The dendritic cells (DCs) of the mammalian innate immune system are responsible for detection of microbial encounters and the initiation of inflammation and adaptive immunity. This central role of DCs in host physiology has attracted much attention, and these cells are the subject of active investigation. Despite the appreciation of the importance of DCs, there remain large and fundamental gaps in our knowledge of their mechanisms of regulation. For instance, DCs encode several receptors that detect bacterial lipopolysaccharides (LPS), yet the functions of only one (TLR4) have been examined extensively. Recent work by us and others have identified the LPS receptors CD14 and caspase-11 as being capable of inducing novel signaling pathways that proceed either upstream of TLR4 (CD14) or in parallel to TLR4 (caspase-11). The collective actions of CD14, TLR4 and caspase-11 are important for DC activation and host defense, yet their mechanisms of action are poorly defined. Thus, significant gaps in our knowledge exist to explain the earliest stages of DC interactions with bacteria. We also lack an understanding of how DCs interact with T cells at later stages of infection, yet it is clear that these interactions lead to profound changes in the activities of both cell types. Much of the research into these interactions has focused on how DCs promote changes in T cell activities. In contrast, we have a minimal understanding of how T cells influence the activity of DCs. In this application, we propose to fill these gaps in our knowledge of DC biology through forward genetic screening for novel regulatory factors in mice. This approach is facilitated by recent advances in genome editing provided by CRISPR-based technologies. A pipeline of gene discovery will be generated through the use of established and emerging FACS-based assays. These assays will be used in vivo and ex vivo to identify DCs that are deficient for regulators of DC interactions with microbes or T cells. All screens will depend on significant interactions between the informatics, mouse perturbation and CRISPR library Cores associated with this U19 application. Subsequent functional analysis of candidate regulatory proteins will be performed in collaboration with other investigators on this grant. The cumulative result of these efforts will be a series of novel gene sets that should define pathways and processes that explain numerous aspects of DC biology as they relate to host defense.

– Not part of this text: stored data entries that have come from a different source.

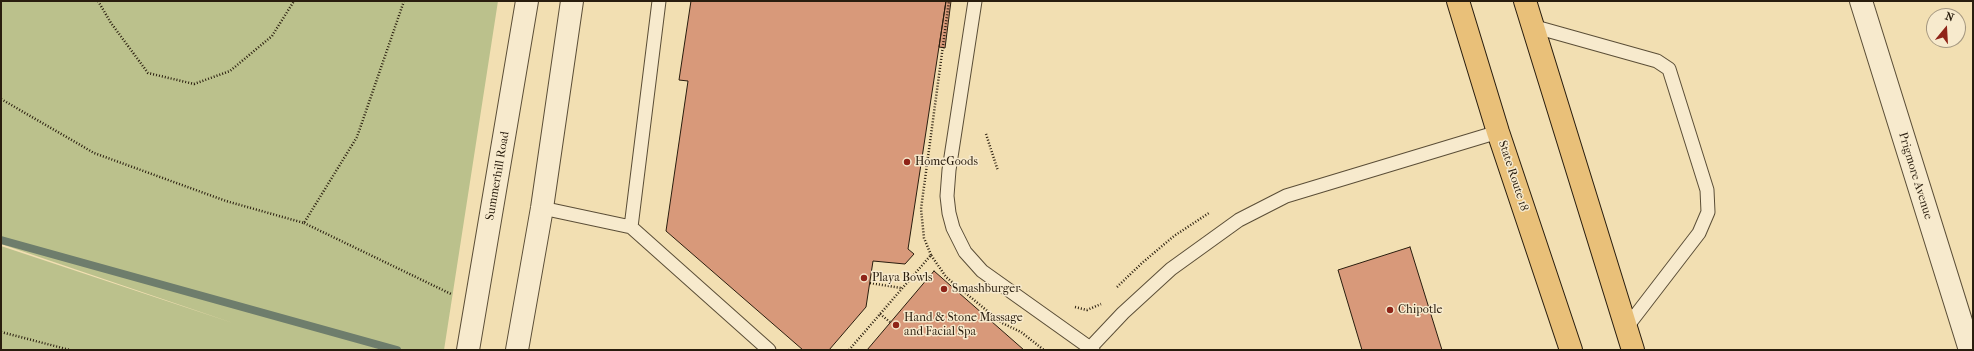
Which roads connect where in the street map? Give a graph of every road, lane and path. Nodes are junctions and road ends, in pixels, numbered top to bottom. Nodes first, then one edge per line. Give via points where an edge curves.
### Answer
1 (98, 1) edge
2 (294, 1) edge
3 (404, 1) edge
4 (527, 1) edge
5 (572, 1) edge
6 (659, 1) edge
7 (975, 1) edge
8 (1458, 1) edge
9 (1525, 1) edge
10 (1861, 1) edge
11 (1532, 26) junction
12 (1, 99) edge
13 (1498, 132) junction
14 (986, 134) dead end
15 (998, 171) dead end
16 (542, 208) junction
17 (304, 223) junction
18 (631, 227) junction
19 (870, 283) dead end
20 (901, 288) junction
21 (452, 295) dead end
22 (880, 314) junction
23 (890, 322) dead end
24 (1626, 328) junction
25 (1, 332) edge
26 (518, 343) edge
27 (1092, 349) edge
28 (70, 350) edge
29 (468, 350) edge
30 (769, 350) edge
31 (849, 350) edge
32 (1044, 350) edge
33 (1571, 350) edge
34 (1633, 350) edge
35 (1970, 350) edge

1 - 2 path via 148,74 194,84 230,71 272,36
3 - 17 path via 357,137
4 - 29 street, Summerhill Road
5 - 16 street
6 - 18 lane
7 - 27 lane via 948,170 947,196 953,228 966,252 982,271
8 - 13 highway, State Route 18
9 - 11 highway
10 - 35 street, Prigmore Avenue
11 - 24 highway
11 - 24 lane via 1657,61 1669,69 1700,167 1707,190 1708,212 1699,232
12 - 17 path via 94,153 226,201
13 - 27 lane via 1286,196 1239,220 1172,269 1123,314
13 - 33 highway, State Route 18
14 - 15 path
16 - 18 lane
16 - 26 street
17 - 21 path
18 - 30 lane
19 - 20 path
20 - 22 path
20 - 32 path via 930,255 946,277 996,319 1021,332
22 - 23 path
22 - 31 path
24 - 34 highway
25 - 28 path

哺乳动物先天免疫系统的树突状细胞（DC）负责检测微生物 遭遇和炎症和适应性免疫的启动。 DC在宿主生理学中的中心作用 吸引了很多关注，这些细胞是主动研究的主题。尽管赞赏 DC的重要性，我们对它们的机制的了解仍然存在很大且根本的差距 规定。例如，DC编码几个检测细菌脂多糖（LPS）的受体，但 仅对一个（TLR4）的功能进行了广泛的检查。我们和其他人的最新工作已经确定 LPS受体CD14和CASPASE-11作为能够诱导继续进行的新信号通路 TLR4（CD14）上游或与TLR4平行（caspase-11）平行。 CD14，TLR4和 caspase-11对于直流激活和宿主防御很重要，但它们的作用机制却很差 定义。因此，我们的知识存在很大的差距，以解释与DC相互作用的最早阶段 细菌。我们还缺乏对DC在感染后期与T细胞相互作用如何与T细胞相互作用的理解，但它是 清楚地表明，这些相互作用会导致两种细胞类型的活性发生深刻的变化。大部分研究 这些相互作用的重点是DC如何促进T细胞活动的变化。相比之下，我们有一个 对T细胞如何影响DC的活性的最低了解。在此应用程序中，我们建议填写这些 通过对小鼠的新调节因素的正向遗传筛查，我们对DC生物学知识的差距。 基于CRISPR的技术提供的基因组编辑的最新进展促进了这种方法。一个 基因发现的管道将通过使用已建立和新兴FACS的渠道生成 测定。这些测定将在体内和Ex Vivo中用于识别DC不足的DC 与微生物或T细胞的相互作用。所有屏幕都将取决于 与此U19应用相关的信息，鼠标扰动和CRISPR库核心。随后的 候选调节蛋白的功能分析将与其他研究者合作进行 在这笔赠款上。这些努力的累积结果将是一系列新型基因集，应定义 解释与宿主防御有关的DC生物学许多方面的途径和过程。